While  San Antonio may not be on the fast track to testing autonomous  vehicles, municipal planners are mapping a future that includes  self-driving cars, News radio 1200 WOAI reports. 

At  Tuesday’s Innovation and Technology Committee meeting, members heard  from city staff monitoring the progress of autonomous vehicle testing in  other major cities while poring over proposals from companies eager to  see their driverless products evaluated locally. 

Art  Reinhardt with the city’s Transportation and Capital Improvements  Office says testing – possibly in 2019 – would take place in select  areas around San Antonio known as Innovations Zones, where emerging  “smart” technologies can be evaluated.  “

Specific  to the Innovation Zones, we were looking at maybe in the Medical Center  or at Brooks, where there are some different issues about parking or  congestion or traffic, things like that. 

And then we did have a use case  here downtown, between two office buildings on a point-to-point type  shuttle system,” Reinhardt says. 

"Joint  Base San Antonio also has expressed interest in serving as a local  proving ground for driverless shuttles capable of carrying about a  half-dozen passengers.

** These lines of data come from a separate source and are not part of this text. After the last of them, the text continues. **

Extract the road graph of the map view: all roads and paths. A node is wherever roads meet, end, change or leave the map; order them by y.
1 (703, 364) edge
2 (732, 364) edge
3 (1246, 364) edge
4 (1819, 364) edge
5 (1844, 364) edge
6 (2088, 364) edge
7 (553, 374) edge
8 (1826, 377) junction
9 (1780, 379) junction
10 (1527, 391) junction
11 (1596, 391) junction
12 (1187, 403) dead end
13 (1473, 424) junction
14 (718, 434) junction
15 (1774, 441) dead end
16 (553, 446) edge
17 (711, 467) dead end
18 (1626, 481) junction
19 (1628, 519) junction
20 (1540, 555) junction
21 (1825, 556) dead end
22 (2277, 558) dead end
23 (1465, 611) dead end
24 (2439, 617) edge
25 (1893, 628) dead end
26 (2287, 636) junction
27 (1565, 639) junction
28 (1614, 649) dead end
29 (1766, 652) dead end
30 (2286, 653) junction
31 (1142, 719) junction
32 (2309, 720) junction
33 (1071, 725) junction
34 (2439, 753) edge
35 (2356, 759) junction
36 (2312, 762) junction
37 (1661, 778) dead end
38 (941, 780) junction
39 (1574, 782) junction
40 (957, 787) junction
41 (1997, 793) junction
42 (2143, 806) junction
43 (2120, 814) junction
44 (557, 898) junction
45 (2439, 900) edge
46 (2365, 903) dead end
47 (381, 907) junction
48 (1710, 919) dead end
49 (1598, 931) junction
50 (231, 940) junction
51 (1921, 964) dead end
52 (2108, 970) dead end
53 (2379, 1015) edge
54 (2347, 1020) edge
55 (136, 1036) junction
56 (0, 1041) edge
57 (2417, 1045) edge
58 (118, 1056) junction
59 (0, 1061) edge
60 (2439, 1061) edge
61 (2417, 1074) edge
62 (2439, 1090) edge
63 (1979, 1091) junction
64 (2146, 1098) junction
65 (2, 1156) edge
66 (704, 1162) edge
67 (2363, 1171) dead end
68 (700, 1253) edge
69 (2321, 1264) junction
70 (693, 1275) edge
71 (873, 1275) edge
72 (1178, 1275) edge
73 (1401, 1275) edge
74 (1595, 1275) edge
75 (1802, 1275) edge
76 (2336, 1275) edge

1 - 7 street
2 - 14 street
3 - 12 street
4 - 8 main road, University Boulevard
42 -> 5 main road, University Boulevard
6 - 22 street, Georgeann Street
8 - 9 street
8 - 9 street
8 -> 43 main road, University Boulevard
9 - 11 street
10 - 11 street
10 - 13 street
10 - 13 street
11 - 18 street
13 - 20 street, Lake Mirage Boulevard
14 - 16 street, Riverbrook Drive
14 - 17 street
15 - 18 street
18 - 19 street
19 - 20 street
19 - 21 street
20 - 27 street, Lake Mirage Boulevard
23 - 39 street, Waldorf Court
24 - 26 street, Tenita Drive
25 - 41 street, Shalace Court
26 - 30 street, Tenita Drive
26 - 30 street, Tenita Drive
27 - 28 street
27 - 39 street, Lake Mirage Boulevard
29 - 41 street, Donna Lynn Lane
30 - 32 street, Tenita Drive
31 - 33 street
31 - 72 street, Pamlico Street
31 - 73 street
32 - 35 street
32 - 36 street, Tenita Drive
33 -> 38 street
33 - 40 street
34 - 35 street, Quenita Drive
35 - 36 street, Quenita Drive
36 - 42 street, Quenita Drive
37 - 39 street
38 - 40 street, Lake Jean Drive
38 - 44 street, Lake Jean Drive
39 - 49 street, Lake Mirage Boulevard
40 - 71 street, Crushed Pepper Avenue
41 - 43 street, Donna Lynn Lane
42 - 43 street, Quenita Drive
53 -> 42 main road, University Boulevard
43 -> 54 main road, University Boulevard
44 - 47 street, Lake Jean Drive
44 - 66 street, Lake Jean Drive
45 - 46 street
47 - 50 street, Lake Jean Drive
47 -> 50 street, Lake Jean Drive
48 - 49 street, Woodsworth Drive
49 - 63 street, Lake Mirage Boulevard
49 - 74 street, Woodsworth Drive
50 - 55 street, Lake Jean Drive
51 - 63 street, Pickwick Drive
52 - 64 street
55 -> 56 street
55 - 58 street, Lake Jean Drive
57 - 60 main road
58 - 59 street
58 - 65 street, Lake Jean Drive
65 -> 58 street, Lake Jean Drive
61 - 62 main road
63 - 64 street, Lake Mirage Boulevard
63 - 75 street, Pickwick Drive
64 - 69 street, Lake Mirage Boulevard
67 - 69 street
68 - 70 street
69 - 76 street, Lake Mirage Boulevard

 Reinhardt  says two kinds of autonomous vehicles may find their way onto local  streets, GPS-guided vehicles that move along pre-mapped routes, or  vehicles that employ a camera capable of reading specially configured  street or traffic signs and curb markings.

And  while Reinhardt says there currently is no timeline to launch a  driverless testing program in the Alamo City, safety will steer the  conversation once elected leaders give his office the green light to  proceed with autonomous vehicle evaluation. 

“Ninety-four percent of all roadway fatalities occur from driver error,”  says Reinhardt. “Across the country, about 40,000 people die annually  from roadway fatalities, so if we can remove the human element, that  will be a huge improvement on safety.”